* **TASK TO COMPLETE**:
Every line in the records below between the one holding "Quick job: Summarize" and the one holding "Input: one rendered", inclusive, is to be set down exactly; all other lines are to be left out.
-- EXTRACTED RECORDS follows --
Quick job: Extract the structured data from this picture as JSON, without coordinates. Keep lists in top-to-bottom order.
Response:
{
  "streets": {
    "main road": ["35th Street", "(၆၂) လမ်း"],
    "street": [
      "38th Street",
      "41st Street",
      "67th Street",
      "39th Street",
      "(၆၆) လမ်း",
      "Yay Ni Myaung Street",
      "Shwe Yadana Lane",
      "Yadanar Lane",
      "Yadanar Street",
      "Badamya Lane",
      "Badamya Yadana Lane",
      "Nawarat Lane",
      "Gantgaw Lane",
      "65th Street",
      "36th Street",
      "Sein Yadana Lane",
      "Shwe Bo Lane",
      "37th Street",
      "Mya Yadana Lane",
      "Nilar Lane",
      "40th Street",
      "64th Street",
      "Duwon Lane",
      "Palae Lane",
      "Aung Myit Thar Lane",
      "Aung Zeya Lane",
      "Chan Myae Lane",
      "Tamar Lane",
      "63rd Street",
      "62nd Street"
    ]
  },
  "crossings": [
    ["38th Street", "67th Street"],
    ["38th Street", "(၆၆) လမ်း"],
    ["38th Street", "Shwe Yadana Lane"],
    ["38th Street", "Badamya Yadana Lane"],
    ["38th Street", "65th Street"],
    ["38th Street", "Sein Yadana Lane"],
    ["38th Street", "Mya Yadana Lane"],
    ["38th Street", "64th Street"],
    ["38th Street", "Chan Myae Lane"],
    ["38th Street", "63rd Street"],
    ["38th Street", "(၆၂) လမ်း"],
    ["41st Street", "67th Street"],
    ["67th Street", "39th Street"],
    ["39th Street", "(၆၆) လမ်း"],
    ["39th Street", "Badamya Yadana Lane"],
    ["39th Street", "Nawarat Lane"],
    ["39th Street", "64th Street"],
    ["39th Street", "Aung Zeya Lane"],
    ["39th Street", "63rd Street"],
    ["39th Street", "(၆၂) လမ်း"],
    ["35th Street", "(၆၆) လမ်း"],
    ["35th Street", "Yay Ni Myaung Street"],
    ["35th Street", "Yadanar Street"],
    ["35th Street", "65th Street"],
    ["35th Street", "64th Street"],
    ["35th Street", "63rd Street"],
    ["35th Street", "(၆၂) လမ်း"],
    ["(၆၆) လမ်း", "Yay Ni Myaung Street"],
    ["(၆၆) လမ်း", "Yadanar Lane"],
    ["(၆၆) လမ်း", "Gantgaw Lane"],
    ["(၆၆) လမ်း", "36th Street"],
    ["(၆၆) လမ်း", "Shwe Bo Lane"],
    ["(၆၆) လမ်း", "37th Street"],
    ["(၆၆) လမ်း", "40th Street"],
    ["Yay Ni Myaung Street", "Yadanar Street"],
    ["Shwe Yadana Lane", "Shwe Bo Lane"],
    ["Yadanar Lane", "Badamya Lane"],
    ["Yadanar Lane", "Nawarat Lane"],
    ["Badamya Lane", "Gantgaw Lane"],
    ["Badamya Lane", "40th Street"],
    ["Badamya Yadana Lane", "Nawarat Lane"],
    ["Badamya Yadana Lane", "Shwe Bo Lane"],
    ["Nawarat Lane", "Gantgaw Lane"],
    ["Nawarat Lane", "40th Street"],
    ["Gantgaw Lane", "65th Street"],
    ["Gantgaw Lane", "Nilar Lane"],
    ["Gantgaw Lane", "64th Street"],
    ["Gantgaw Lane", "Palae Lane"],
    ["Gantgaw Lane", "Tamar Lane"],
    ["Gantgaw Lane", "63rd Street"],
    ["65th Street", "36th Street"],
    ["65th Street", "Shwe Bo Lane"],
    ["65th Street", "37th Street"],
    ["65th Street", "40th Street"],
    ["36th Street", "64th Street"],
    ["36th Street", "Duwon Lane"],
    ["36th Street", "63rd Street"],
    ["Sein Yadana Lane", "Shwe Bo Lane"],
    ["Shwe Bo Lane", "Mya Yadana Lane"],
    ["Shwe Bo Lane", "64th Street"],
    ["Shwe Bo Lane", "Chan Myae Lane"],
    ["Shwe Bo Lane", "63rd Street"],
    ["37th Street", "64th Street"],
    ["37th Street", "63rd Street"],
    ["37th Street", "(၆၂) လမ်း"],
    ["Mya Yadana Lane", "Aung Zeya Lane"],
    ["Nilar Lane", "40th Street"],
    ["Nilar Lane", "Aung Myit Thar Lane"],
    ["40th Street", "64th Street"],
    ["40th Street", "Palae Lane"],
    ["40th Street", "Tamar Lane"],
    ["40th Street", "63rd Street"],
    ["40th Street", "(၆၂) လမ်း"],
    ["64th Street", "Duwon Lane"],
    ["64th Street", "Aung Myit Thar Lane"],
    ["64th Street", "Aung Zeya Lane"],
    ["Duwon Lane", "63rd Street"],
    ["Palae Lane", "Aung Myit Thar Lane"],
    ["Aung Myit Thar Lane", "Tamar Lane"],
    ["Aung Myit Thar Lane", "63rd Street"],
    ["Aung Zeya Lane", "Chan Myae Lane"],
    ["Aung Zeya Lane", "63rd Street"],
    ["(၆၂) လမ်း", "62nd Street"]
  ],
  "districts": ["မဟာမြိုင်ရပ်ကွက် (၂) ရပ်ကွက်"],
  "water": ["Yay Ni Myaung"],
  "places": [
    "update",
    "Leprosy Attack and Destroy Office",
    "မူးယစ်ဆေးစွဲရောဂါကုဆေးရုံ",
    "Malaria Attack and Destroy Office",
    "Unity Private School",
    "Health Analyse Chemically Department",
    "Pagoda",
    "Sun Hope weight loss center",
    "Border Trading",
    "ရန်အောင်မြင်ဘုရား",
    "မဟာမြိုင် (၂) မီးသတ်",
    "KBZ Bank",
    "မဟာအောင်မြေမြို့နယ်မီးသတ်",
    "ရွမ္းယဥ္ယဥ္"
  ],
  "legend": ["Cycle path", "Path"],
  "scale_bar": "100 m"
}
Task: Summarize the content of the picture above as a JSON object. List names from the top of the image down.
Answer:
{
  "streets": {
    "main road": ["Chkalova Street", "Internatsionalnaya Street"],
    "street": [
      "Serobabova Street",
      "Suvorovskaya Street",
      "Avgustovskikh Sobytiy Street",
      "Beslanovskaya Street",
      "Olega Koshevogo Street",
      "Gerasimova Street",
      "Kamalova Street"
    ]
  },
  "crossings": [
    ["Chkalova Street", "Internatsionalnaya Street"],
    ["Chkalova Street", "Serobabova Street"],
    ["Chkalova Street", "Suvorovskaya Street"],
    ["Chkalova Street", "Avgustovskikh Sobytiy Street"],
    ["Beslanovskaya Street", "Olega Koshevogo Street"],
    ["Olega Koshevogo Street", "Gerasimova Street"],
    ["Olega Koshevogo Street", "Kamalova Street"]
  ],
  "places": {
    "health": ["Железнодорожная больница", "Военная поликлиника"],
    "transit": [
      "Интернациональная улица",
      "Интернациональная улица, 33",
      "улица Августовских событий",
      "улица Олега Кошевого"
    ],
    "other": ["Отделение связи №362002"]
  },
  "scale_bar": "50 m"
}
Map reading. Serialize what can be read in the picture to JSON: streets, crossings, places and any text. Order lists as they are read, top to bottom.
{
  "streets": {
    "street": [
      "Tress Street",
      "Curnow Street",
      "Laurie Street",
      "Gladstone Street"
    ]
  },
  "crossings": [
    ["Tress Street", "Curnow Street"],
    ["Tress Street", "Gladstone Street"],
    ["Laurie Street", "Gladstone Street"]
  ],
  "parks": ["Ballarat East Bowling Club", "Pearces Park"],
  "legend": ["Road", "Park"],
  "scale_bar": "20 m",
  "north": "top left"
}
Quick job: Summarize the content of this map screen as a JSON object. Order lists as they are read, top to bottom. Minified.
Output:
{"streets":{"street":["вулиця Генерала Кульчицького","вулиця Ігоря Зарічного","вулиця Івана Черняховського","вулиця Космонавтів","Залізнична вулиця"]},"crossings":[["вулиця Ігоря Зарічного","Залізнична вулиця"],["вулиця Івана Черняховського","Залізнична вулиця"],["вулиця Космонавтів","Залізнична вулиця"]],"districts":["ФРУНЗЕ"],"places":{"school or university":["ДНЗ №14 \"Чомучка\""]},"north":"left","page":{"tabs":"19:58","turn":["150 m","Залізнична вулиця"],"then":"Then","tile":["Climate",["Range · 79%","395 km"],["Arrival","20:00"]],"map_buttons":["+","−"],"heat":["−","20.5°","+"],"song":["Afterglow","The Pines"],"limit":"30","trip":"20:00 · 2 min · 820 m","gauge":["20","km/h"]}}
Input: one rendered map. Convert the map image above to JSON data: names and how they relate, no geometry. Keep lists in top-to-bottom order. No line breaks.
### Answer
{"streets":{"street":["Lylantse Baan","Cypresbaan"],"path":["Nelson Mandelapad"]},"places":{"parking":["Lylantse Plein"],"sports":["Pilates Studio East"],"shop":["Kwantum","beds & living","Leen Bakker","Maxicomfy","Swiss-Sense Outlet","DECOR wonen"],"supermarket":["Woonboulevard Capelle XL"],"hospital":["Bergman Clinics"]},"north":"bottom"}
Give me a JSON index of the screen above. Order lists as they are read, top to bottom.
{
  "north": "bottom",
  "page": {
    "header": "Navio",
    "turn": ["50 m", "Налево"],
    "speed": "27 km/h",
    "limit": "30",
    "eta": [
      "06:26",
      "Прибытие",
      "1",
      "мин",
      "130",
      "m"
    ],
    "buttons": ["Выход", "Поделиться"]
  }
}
-- EXTRACTED RECORDS concluded --
* **YOUR RESPONSE**:
Quick job: Summarize the content of this map screen as a JSON object. Order lists as they are read, top to bottom. Minified.
Output:
{"streets":{"street":["вулиця Генерала Кульчицького","вулиця Ігоря Зарічного","вулиця Івана Черняховського","вулиця Космонавтів","Залізнична вулиця"]},"crossings":[["вулиця Ігоря Зарічного","Залізнична вулиця"],["вулиця Івана Черняховського","Залізнична вулиця"],["вулиця Космонавтів","Залізнична вулиця"]],"districts":["ФРУНЗЕ"],"places":{"school or university":["ДНЗ №14 \"Чомучка\""]},"north":"left","page":{"tabs":"19:58","turn":["150 m","Залізнична вулиця"],"then":"Then","tile":["Climate",["Range · 79%","395 km"],["Arrival","20:00"]],"map_buttons":["+","−"],"heat":["−","20.5°","+"],"song":["Afterglow","The Pines"],"limit":"30","trip":"20:00 · 2 min · 820 m","gauge":["20","km/h"]}}
Input: one rendered map. Convert the map image above to JSON data: names and how they relate, no geometry. Keep lists in top-to-bottom order. No line breaks.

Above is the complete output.